We believe that Ms. Resident’ services reasonably expected to gain her as much independence as possible while living at Happy Days Manor.   Medical charted indicates Dr. Feelbetter was in the facility to see Ms. Resident on 2/21/02.  On 3/12/02, charting indicates weight was stable.  On 3/20/02, Dr. Feelbetter was in the facility to see Ms. Resident and physician report indicated, “improved communication, alert, stable, doing better” and on 3/28/02; Ms. Resident was alert and answering questions readily.  On 2/28/02, the Activities director indicated in her charting that Ms. Resident was attending activities consistently and had attended chapel 8 times, memory lane 2 times, had been to 4 special parties, she had received one-on-one visits, participating in group sensory, and been to Chatterbox Café 13 times.  She had indicated Ms. Resident had requested her goals remain the same for the following month.  She was a remarkable 101 year old person.  She and her family’s needs to communicate well and remain independent were clearly a consideration in continuing direct speech therapy.  She was exceptionally alert and aware, her deficits made improving communication skills important.

MEDICARE REPORT 504/3910, Page 5-26.25, #5, Titled “Level of Complexity” requires: The analysis of a speech-language pathologist for therapy to make the activity skilled. 

We believe we’ve clearly demonstrated that to be the case.

Ms.
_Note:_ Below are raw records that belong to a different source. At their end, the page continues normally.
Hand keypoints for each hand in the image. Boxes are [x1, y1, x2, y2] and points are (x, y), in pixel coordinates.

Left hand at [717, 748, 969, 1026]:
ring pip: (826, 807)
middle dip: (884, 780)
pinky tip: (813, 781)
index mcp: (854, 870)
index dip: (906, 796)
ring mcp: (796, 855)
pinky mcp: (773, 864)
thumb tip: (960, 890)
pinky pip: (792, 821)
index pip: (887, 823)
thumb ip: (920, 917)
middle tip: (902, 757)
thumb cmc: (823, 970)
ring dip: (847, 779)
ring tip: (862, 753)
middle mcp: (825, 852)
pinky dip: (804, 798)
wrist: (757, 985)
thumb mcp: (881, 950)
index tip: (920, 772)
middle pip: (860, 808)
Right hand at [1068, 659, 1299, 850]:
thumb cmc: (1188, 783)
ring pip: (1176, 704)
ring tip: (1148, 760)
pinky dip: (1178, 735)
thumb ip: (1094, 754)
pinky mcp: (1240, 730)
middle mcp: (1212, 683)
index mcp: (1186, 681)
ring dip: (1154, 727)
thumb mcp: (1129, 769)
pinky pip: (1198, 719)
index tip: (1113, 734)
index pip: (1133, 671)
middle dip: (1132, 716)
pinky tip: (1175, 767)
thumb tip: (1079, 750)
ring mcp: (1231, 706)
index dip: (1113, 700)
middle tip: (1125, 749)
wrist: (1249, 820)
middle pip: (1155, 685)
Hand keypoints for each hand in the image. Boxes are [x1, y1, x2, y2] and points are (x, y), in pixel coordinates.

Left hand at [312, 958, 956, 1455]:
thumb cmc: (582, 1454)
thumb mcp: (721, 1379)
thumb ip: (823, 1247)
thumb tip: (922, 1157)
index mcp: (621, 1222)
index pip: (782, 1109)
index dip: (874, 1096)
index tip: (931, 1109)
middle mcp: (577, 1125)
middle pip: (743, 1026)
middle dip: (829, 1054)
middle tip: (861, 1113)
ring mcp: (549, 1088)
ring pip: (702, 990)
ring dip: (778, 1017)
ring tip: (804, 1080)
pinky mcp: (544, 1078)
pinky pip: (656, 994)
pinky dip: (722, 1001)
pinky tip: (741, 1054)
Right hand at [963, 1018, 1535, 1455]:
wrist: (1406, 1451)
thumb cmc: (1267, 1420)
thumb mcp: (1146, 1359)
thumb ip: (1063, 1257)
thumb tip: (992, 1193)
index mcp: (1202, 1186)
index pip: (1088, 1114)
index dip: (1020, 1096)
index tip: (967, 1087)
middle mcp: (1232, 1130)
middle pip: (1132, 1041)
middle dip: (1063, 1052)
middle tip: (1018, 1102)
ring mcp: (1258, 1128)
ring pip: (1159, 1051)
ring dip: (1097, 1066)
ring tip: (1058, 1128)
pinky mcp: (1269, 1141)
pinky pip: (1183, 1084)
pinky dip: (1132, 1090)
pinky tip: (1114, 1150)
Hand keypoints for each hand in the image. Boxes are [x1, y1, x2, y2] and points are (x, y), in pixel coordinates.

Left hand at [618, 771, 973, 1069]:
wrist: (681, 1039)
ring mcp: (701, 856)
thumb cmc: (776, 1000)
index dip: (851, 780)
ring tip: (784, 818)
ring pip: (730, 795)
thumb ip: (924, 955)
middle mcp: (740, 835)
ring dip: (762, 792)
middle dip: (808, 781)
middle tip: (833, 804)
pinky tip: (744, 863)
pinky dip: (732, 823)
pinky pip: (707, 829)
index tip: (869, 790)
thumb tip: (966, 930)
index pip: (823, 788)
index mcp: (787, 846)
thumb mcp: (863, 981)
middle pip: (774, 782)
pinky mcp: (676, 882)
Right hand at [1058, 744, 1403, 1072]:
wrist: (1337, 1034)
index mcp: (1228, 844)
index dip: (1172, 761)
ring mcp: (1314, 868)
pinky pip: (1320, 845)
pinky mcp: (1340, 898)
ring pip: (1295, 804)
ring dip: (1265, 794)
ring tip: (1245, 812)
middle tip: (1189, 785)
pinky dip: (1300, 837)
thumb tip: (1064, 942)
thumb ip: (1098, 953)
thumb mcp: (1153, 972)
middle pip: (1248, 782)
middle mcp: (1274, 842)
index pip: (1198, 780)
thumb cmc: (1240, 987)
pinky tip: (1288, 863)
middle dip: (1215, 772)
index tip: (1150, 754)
Resident was discharged immediately from direct speech therapy when it was determined that her rehab potential had been met and that her skills were not going to increase significantly.  The services provided were reasonable and necessary to the treatment of Ms. Resident’ deficits so as to improve functions necessary to daily living and to help her family and staff improve the quality of their relationship.